▸ Material to process:
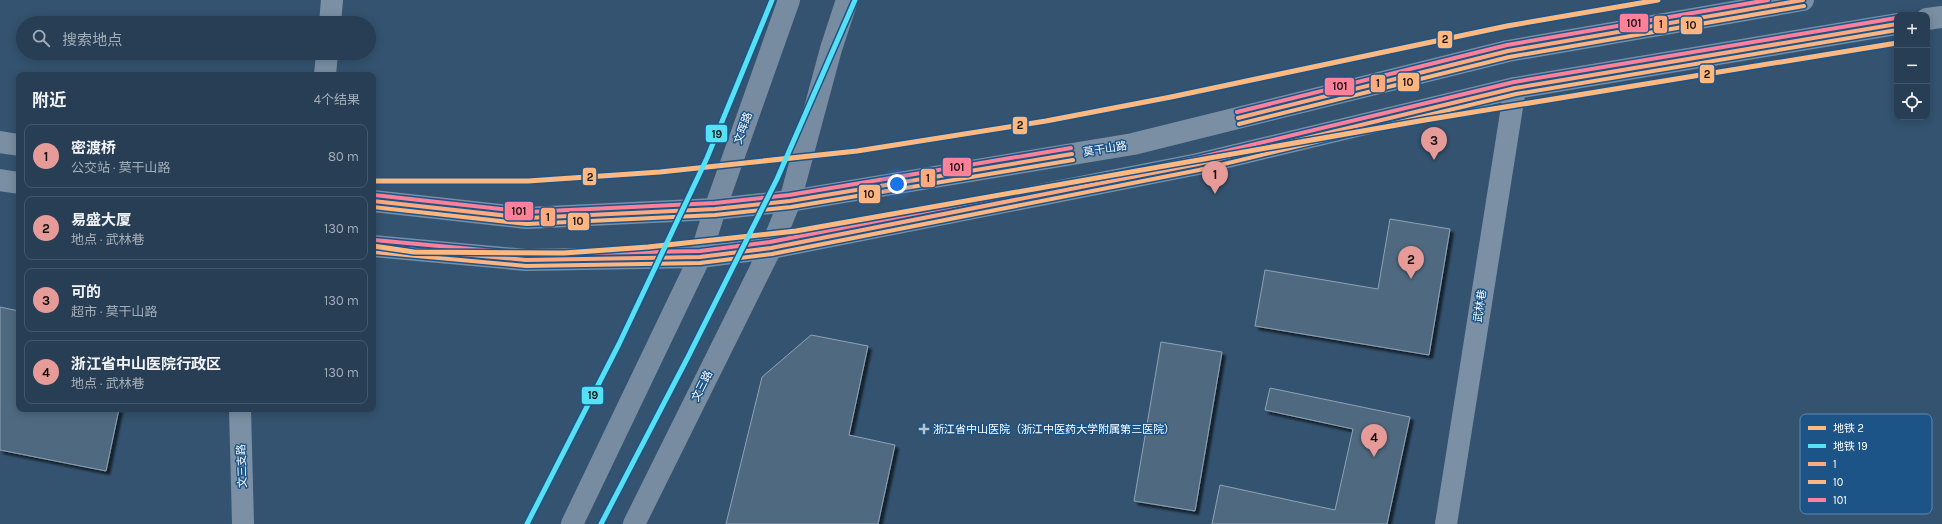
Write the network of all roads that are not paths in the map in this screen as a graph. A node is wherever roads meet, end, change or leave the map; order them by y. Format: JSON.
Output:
{"nodes":[{"id":1,"x":332,"y":0,"type":"edge"},
{"id":2,"x":789,"y":0,"type":"edge"},
{"id":3,"x":847,"y":0,"type":"edge"},
{"id":4,"x":1803,"y":0,"type":"edge"},
{"id":5,"x":331,"y":16,"type":"edge"},
{"id":6,"x":1942,"y":16,"type":"edge"},
{"id":7,"x":1930,"y":18,"type":"edge"},
{"id":8,"x":1894,"y":25,"type":"edge"},
{"id":9,"x":326,"y":60,"type":"edge"},
{"id":10,"x":325,"y":72,"type":"edge"},
{"id":11,"x":1515,"y":88,"type":"junction"},
{"id":12,"x":0,"y":142,"type":"edge"},
{"id":13,"x":16,"y":145,"type":"edge"},
{"id":14,"x":0,"y":180,"type":"edge"},
{"id":15,"x":16,"y":183,"type":"edge"},
{"id":16,"x":376,"y":201,"type":"edge"},
{"id":17,"x":790,"y":201,"type":"junction"},
{"id":18,"x":715,"y":209,"type":"junction"},
{"id":19,"x":376,"y":246,"type":"edge"},
{"id":20,"x":771,"y":248,"type":"junction"},
{"id":21,"x":700,"y":257,"type":"junction"},
{"id":22,"x":240,"y":412,"type":"edge"},
{"id":23,"x":243,"y":524,"type":"edge"},
{"id":24,"x":572,"y":524,"type":"edge"},
{"id":25,"x":634,"y":524,"type":"edge"},
{"id":26,"x":1446,"y":524,"type":"edge"}],
"edges":[{"from":1,"to":5,"type":"street"},
{"from":2,"to":18,"type":"main road","name":"文晖路"},
{"from":3,"to":17,"type":"main road"},
{"from":4,"to":17,"type":"main road","name":"莫干山路"},
{"from":6,"to":7,"type":"main road"},
{"from":8,"to":11,"type":"main road"},
{"from":9,"to":10,"type":"street"},
{"from":11,"to":20,"type":"main road"},
{"from":11,"to":26,"type":"street","name":"武林巷"},
{"from":12,"to":13,"type":"main road"},
{"from":14,"to":15,"type":"main road"},
{"from":16,"to":18,"type":"main road","name":"莫干山路"},
{"from":17,"to":18,"type":"main road","name":"莫干山路"},
{"from":17,"to":20,"type":"main road"},
{"from":18,"to":21,"type":"main road","name":"文晖路"},
{"from":19,"to":21,"type":"main road"},
{"from":20,"to":21,"type":"main road"},
{"from":20,"to":25,"type":"main road","name":"文三路"},
{"from":21,"to":24,"type":"main road"},
{"from":22,"to":23,"type":"street","name":"文三支路"}]}
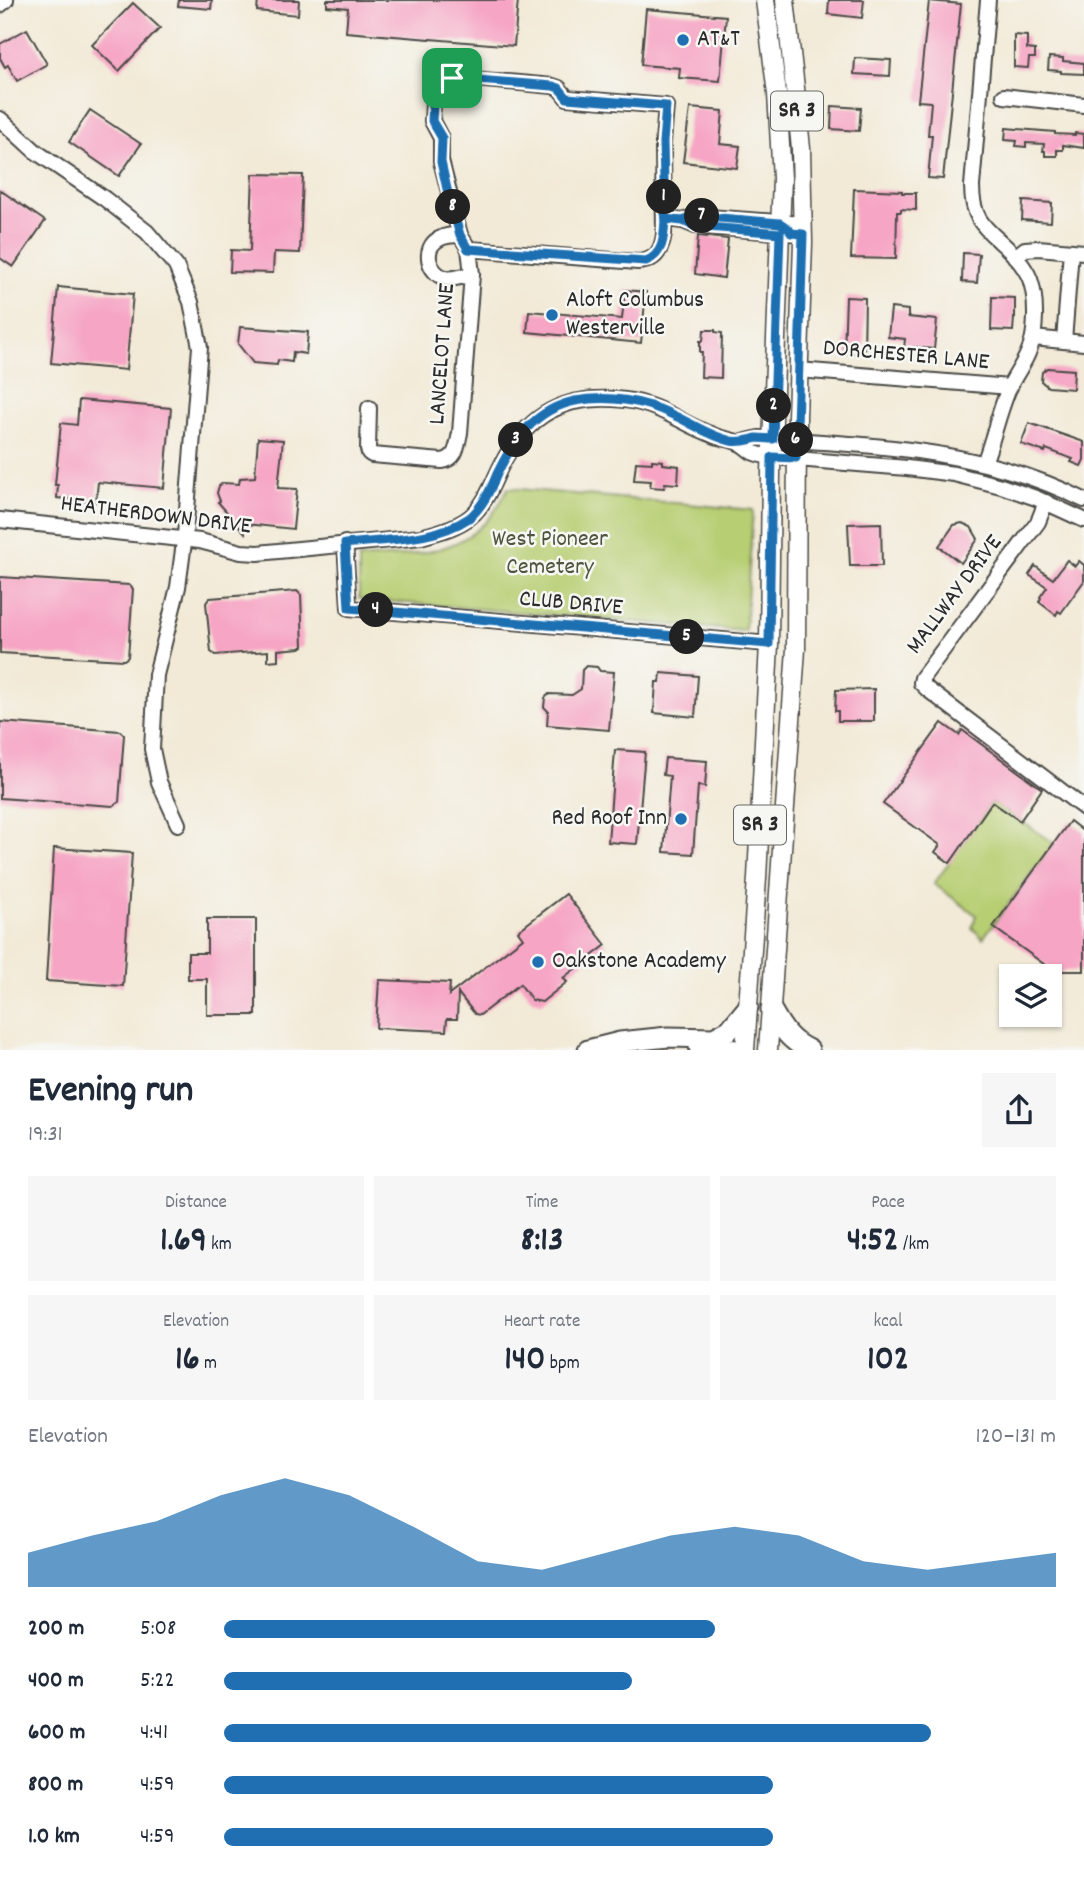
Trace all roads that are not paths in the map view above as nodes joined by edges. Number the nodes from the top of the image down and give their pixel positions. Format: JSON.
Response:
{"nodes":[{"id":1,"x":6,"y":0,"type":"edge"},
{"id":2,"x":765,"y":0,"type":"edge"},
{"id":3,"x":772,"y":0,"type":"edge"},
{"id":4,"x":785,"y":0,"type":"edge"},
{"id":5,"x":988,"y":0,"type":"edge"},
{"id":6,"x":0,"y":5,"type":"edge"},
{"id":7,"x":1004,"y":96,"type":"dead end"},
{"id":8,"x":1084,"y":105,"type":"edge"},
{"id":9,"x":0,"y":119,"type":"edge"},
{"id":10,"x":779,"y":121,"type":"junction"},
{"id":11,"x":800,"y":141,"type":"junction"},
{"id":12,"x":801,"y":179,"type":"junction"},
{"id":13,"x":665,"y":219,"type":"junction"},
{"id":14,"x":791,"y":229,"type":"junction"},
{"id":15,"x":460,"y":235,"type":"junction"},
{"id":16,"x":468,"y":249,"type":"junction"},
{"id":17,"x":1078,"y":252,"type":"edge"},
{"id":18,"x":1015,"y":257,"type":"junction"},
{"id":19,"x":472,"y":274,"type":"junction"},
{"id":20,"x":1033,"y":338,"type":"junction"},
{"id":21,"x":1064,"y":341,"type":"junction"},
{"id":22,"x":1084,"y":343,"type":"edge"},
{"id":23,"x":798,"y":370,"type":"junction"},
{"id":24,"x":1010,"y":387,"type":"junction"},
{"id":25,"x":369,"y":408,"type":"dead end"},
{"id":26,"x":773,"y":439,"type":"junction"},
{"id":27,"x":739,"y":443,"type":"junction"},
{"id":28,"x":796,"y":449,"type":"junction"},
{"id":29,"x":772,"y":457,"type":"junction"},
{"id":30,"x":984,"y":463,"type":"junction"},
{"id":31,"x":1084,"y":500,"type":"edge"},
{"id":32,"x":1046,"y":502,"type":"junction"},
{"id":33,"x":0,"y":520,"type":"edge"},
{"id":34,"x":1084,"y":520,"type":"edge"},
{"id":35,"x":184,"y":539,"type":"junction"},
{"id":36,"x":345,"y":544,"type":"junction"},
{"id":37,"x":769,"y":644,"type":"junction"},
{"id":38,"x":1084,"y":808,"type":"edge"},
{"id":39,"x":178,"y":824,"type":"dead end"},
{"id":40,"x":748,"y":1007,"type":"junction"},
{"id":41,"x":771,"y":1009,"type":"junction"},
{"id":42,"x":653,"y":1040,"type":"junction"},
{"id":43,"x":588,"y":1049,"type":"edge"},
{"id":44,"x":737,"y":1049,"type":"edge"},
{"id":45,"x":745,"y":1049,"type":"edge"},
{"id":46,"x":768,"y":1049,"type":"edge"},
{"id":47,"x":809,"y":1049,"type":"edge"}],
"edges":[{"from":1,"to":6,"type":"street"},
{"from":2,"to":10,"type":"main road","number":"SR 3"},
{"from":3,"to":11,"type":"main road"},
{"from":4,"to":11,"type":"main road","number":"SR 3"},
{"from":5,"to":18,"type":"street"},
{"from":7,"to":8,"type":"street"},
{"from":9,"to":35,"type":"street"},
{"from":10,"to":12,"type":"main road"},
{"from":10,"to":14,"type":"main road","number":"SR 3"},
{"from":11,"to":12,"type":"main road","number":"SR 3"},
{"from":12,"to":14,"type":"main road","number":"SR 3"},
{"from":13,"to":14,"type":"street"},
{"from":13,"to":15,"type":"street"},
{"from":13,"to":16,"type":"street"},
{"from":14,"to":23,"type":"main road","number":"SR 3"},
{"from":14,"to":26,"type":"main road","number":"SR 3"},
{"from":15,"to":16,"type":"street"},
{"from":15,"to":19,"type":"street"},
{"from":16,"to":19,"type":"street","name":"LANCELOT LANE"},
{"from":17,"to":18,"type":"street"},
{"from":17,"to":21,"type":"street"},
{"from":18,"to":20,"type":"street"},
{"from":19,"to":25,"type":"street","name":"LANCELOT LANE"},
{"from":20,"to":21,"type":"street"},
{"from":20,"to":24,"type":"street"},
{"from":21,"to":22,"type":"street"},
{"from":23,"to":24,"type":"street","name":"DORCHESTER LANE"},
{"from":23,"to":28,"type":"main road","number":"SR 3"},
{"from":24,"to":30,"type":"street"},
{"from":26,"to":27,"type":"street","name":"HEATHERDOWN DRIVE"},
{"from":26,"to":28,"type":"street","name":"HEATHERDOWN DRIVE"},
{"from":26,"to":29,"type":"main road","number":"SR 3"},
{"from":27,"to":29,"type":"street","name":"HEATHERDOWN DRIVE"},
{"from":27,"to":36,"type":"street","name":"HEATHERDOWN DRIVE"},
{"from":28,"to":29,"type":"street"},
{"from":28,"to":30,"type":"street"},
{"from":28,"to":32,"type":"street"},
{"from":28,"to":41,"type":"main road","number":"SR 3"},
{"from":29,"to":37,"type":"main road","number":"SR 3"},
{"from":30,"to":31,"type":"street"},
{"from":32,"to":34,"type":"street"},
{"from":32,"to":38,"type":"street","name":"MALLWAY DRIVE"},
{"from":33,"to":35,"type":"street","name":"HEATHERDOWN DRIVE"},
{"from":35,"to":36,"type":"street","name":"HEATHERDOWN DRIVE"},
{"from":35,"to":39,"type":"street"},
{"from":36,"to":37,"type":"street","name":"CLUB DRIVE"},
{"from":37,"to":40,"type":"main road","number":"SR 3"},
{"from":40,"to":42,"type":"highway"},
{"from":40,"to":45,"type":"main road","number":"SR 3"},
{"from":41,"to":46,"type":"main road","number":"SR 3"},
{"from":41,"to":47,"type":"highway"},
{"from":42,"to":43,"type":"highway"},
{"from":42,"to":44,"type":"highway"}]}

▸ How to complete this task:
Scan the material above. Copy each line where "dead" occurs.

▸ Task response:
{"id":7,"x":1004,"y":96,"type":"dead end"},
{"id":25,"x":369,"y":408,"type":"dead end"},
{"id":39,"x":178,"y":824,"type":"dead end"},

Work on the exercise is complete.